Bolsonaro é levado para prisão domiciliar após intensa pressão e piora da saúde.
STF autoriza transferência de Bolsonaro para prisão domiciliar por razões humanitárias
O Supremo Tribunal Federal (STF) concedeu, nesta terça-feira (24), a permissão para que o ex-presidente Jair Bolsonaro seja transferido para o regime de prisão domiciliar por motivos humanitários. A decisão foi tomada pelo ministro Alexandre de Moraes, com base em um parecer favorável da Procuradoria-Geral da República (PGR).
Essa autorização para a prisão domiciliar de Bolsonaro foi concedida após a própria PGR admitir que o estado de saúde do ex-presidente requer cuidados especiais. O procurador-geral, Paulo Gonet, afirmou que a condição clínica apresentada justifica a flexibilização do regime, seguindo decisões anteriores da Corte em situações semelhantes.
Desde o dia 13 de março, Bolsonaro está internado no Hospital DF Star, em Brasília, devido a problemas de saúde que levaram sua defesa a solicitar a transferência para prisão domiciliar no dia 18. Antes de tomar a decisão, Moraes solicitou acesso a prontuários e relatórios médicos detalhados, que embasaram a mudança de regime.
Essa medida terá uma validade inicial de 90 dias e poderá ser revisada posteriormente, dependendo da evolução do estado de saúde do ex-presidente.

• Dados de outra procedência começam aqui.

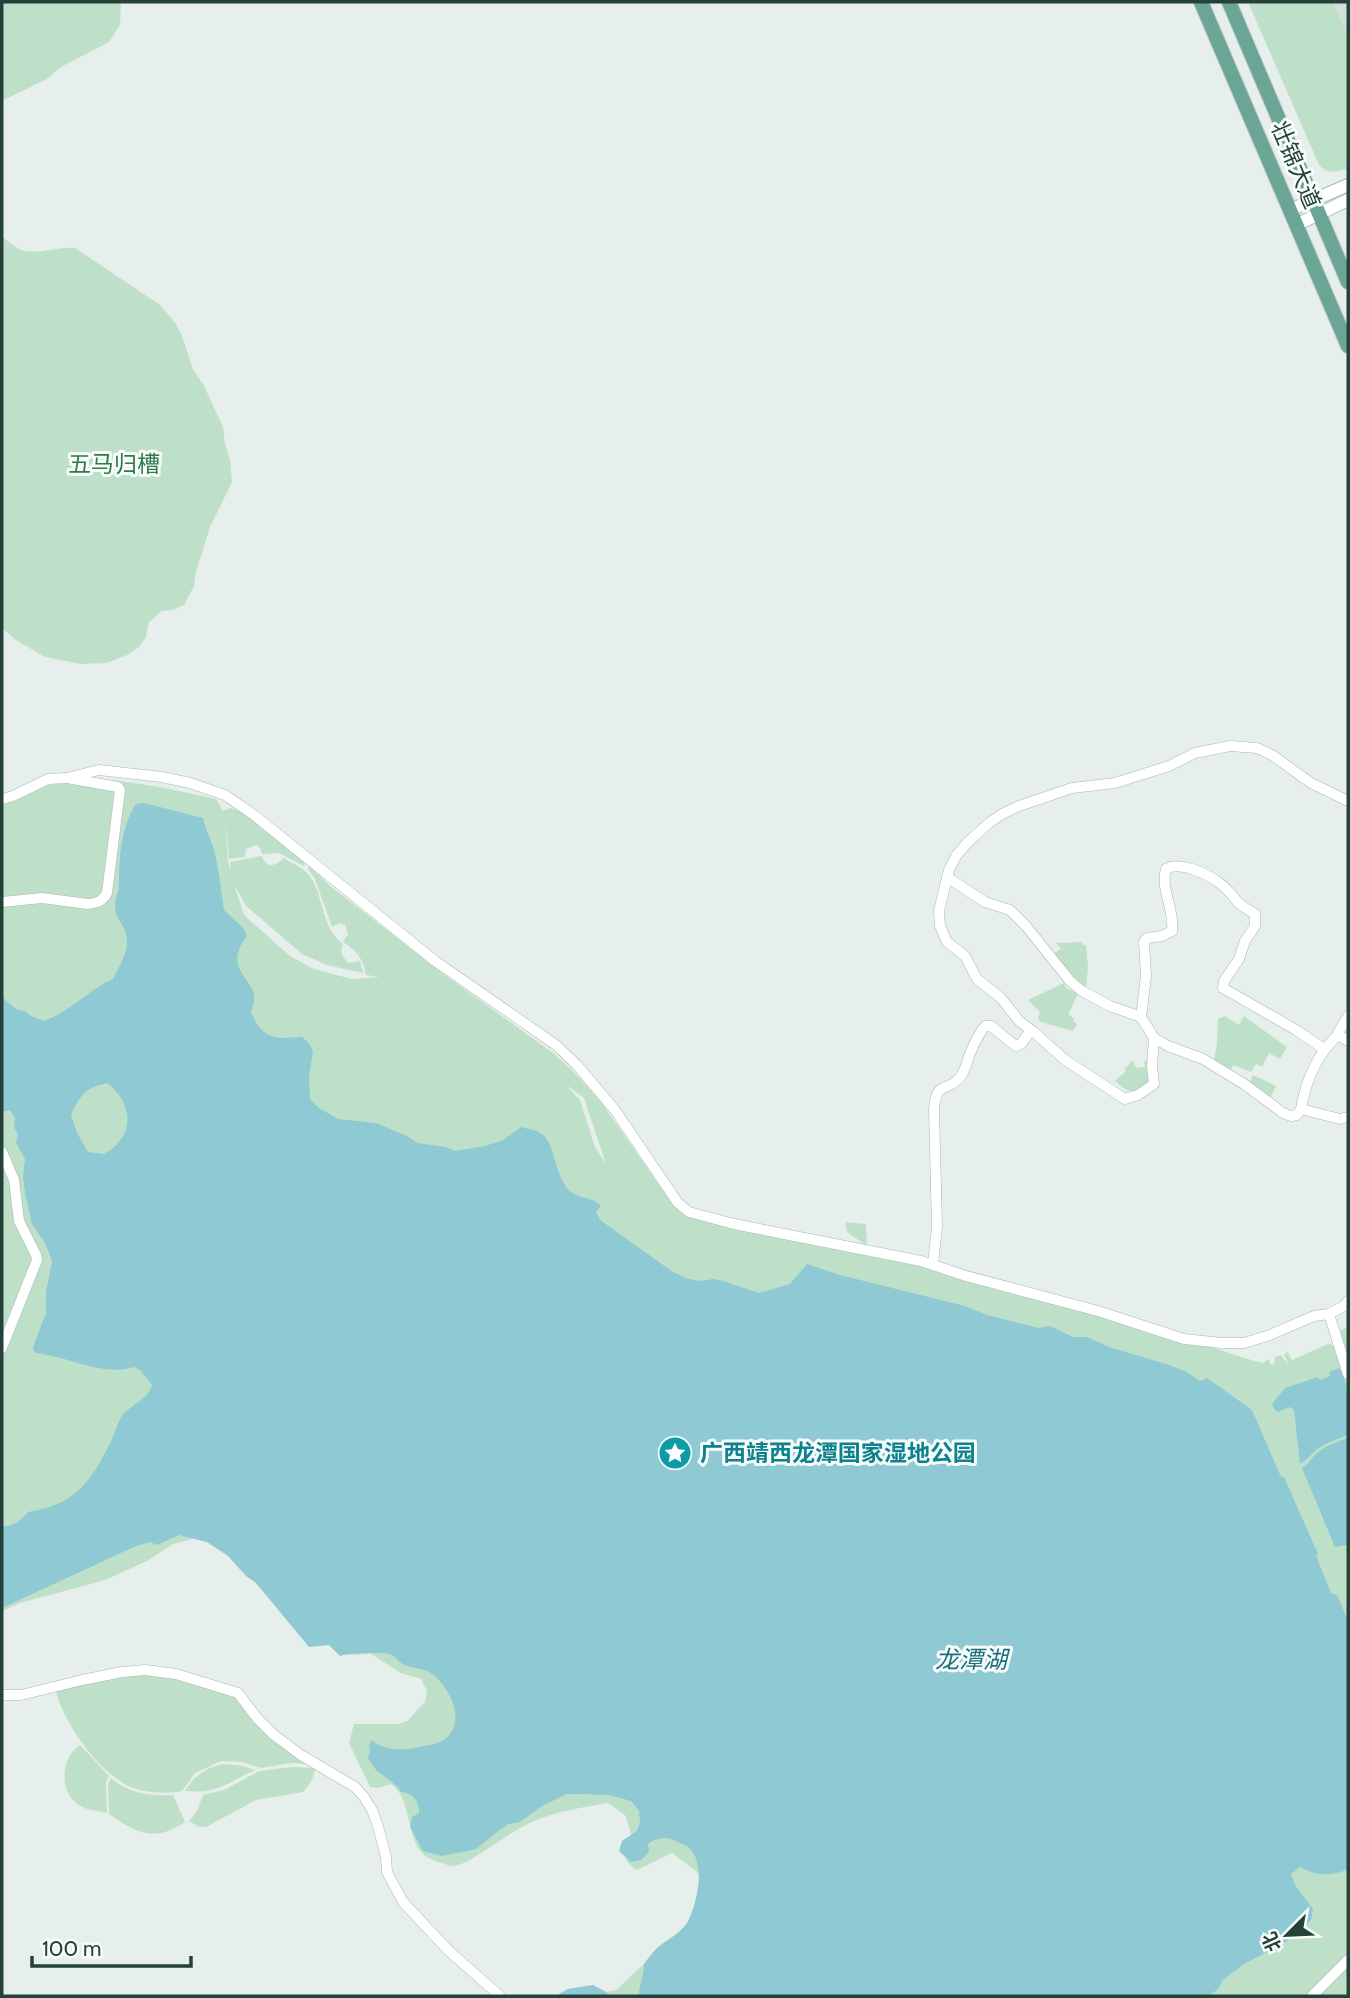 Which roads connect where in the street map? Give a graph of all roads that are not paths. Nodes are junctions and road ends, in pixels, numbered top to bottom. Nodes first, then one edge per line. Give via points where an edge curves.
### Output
1 (1201, 2) edge
2 (1229, 2) edge
3 (1348, 185) edge
4 (1348, 200) edge
5 (1317, 207) junction
6 (1290, 210) junction
7 (1296, 225) junction
8 (1348, 282) edge
9 (1348, 346) edge
10 (67, 778) junction
11 (2, 799) edge
12 (1348, 801) edge
13 (947, 877) junction
14 (2, 902) edge
15 (1348, 1016) edge
16 (1140, 1017) junction
17 (1031, 1030) junction
18 (1338, 1035) junction
19 (1154, 1038) junction
20 (1348, 1041) edge
21 (1324, 1049) junction
22 (1301, 1109) junction
23 (1348, 1117) edge
24 (2, 1152) edge
25 (933, 1264) junction
26 (1348, 1301) edge
27 (1329, 1314) junction
28 (2, 1348) edge
29 (1348, 1374) edge
30 (2, 1695) edge
31 (1348, 1960) edge
32 (500, 1996) edge
33 (1312, 1996) edge

1 - 6 main road, 壮锦大道
2 - 5 main road, 壮锦大道
3 - 5 main road
4 - 5 main road
5 - 6 main road
5 - 7 main road
5 - 8 main road, 壮锦大道
6 - 7 main road, 壮锦大道
7 - 9 main road, 壮锦大道
10 - 11 street via 48,779
10 - 14 street via 120,790 104,898 88,904 43,898
10 - 25 street via 99,770 162,776 225,795 254,815 435,961 556,1045 615,1110 678,1203 689,1212
12 - 13 street via 1258,748 1215,748 1124,780 1072,788 1010,810 967,843
13 - 16 street via 985,902 1010,910 1082,991
13 - 17 street via 939,918 945,937 968,959 977,979
15 - 18 street
16 - 19 street
16 - 21 street via 1146,976 1144,942 1172,930 1164,876 1168,867 1178,866 1218,882 1256,917 1239,959 1222,985 1225,990
17 - 19 street via 1125,1099 1154,1084
17 - 25 street via 1016,1046 985,1026 961,1076 936,1093
18 - 20 street
18 - 21 street
19 - 22 street via 1203,1059 1283,1113 1295,1116
21 - 22 street via 1310,1073
22 - 23 street
24 - 28 street via 14,1180 19,1221 37,1259
25 - 27 street via 1190,1340 1244,1343
26 - 27 street
27 - 29 street
30 - 32 street via 145,1670 239,1693 274,1735 364,1797 376,1819 387,1872 403,1902
31 - 33 street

Até então, Bolsonaro estava cumprindo pena sob custódia estatal, inicialmente na Superintendência da Polícia Federal e depois em uma sala de Estado-Maior no 19º Batalhão da Polícia Militar do Distrito Federal.
Essa decisão foi tomada em meio a críticas de aliados e apoiadores, que apontaram excessos e caracterizaram o tratamento dado ao ex-presidente como parte de uma perseguição política. Para esses grupos, a autorização da prisão domiciliar, mesmo que tardia, representa um reconhecimento das condições delicadas enfrentadas por Bolsonaro.
A condenação do ex-presidente, estabelecida em quase 30 anos pela 1ª Turma do STF sob alegação de suposta tentativa de golpe, ainda é contestada por setores conservadores, que questionam a condução do processo e a imparcialidade das decisões relacionadas ao caso.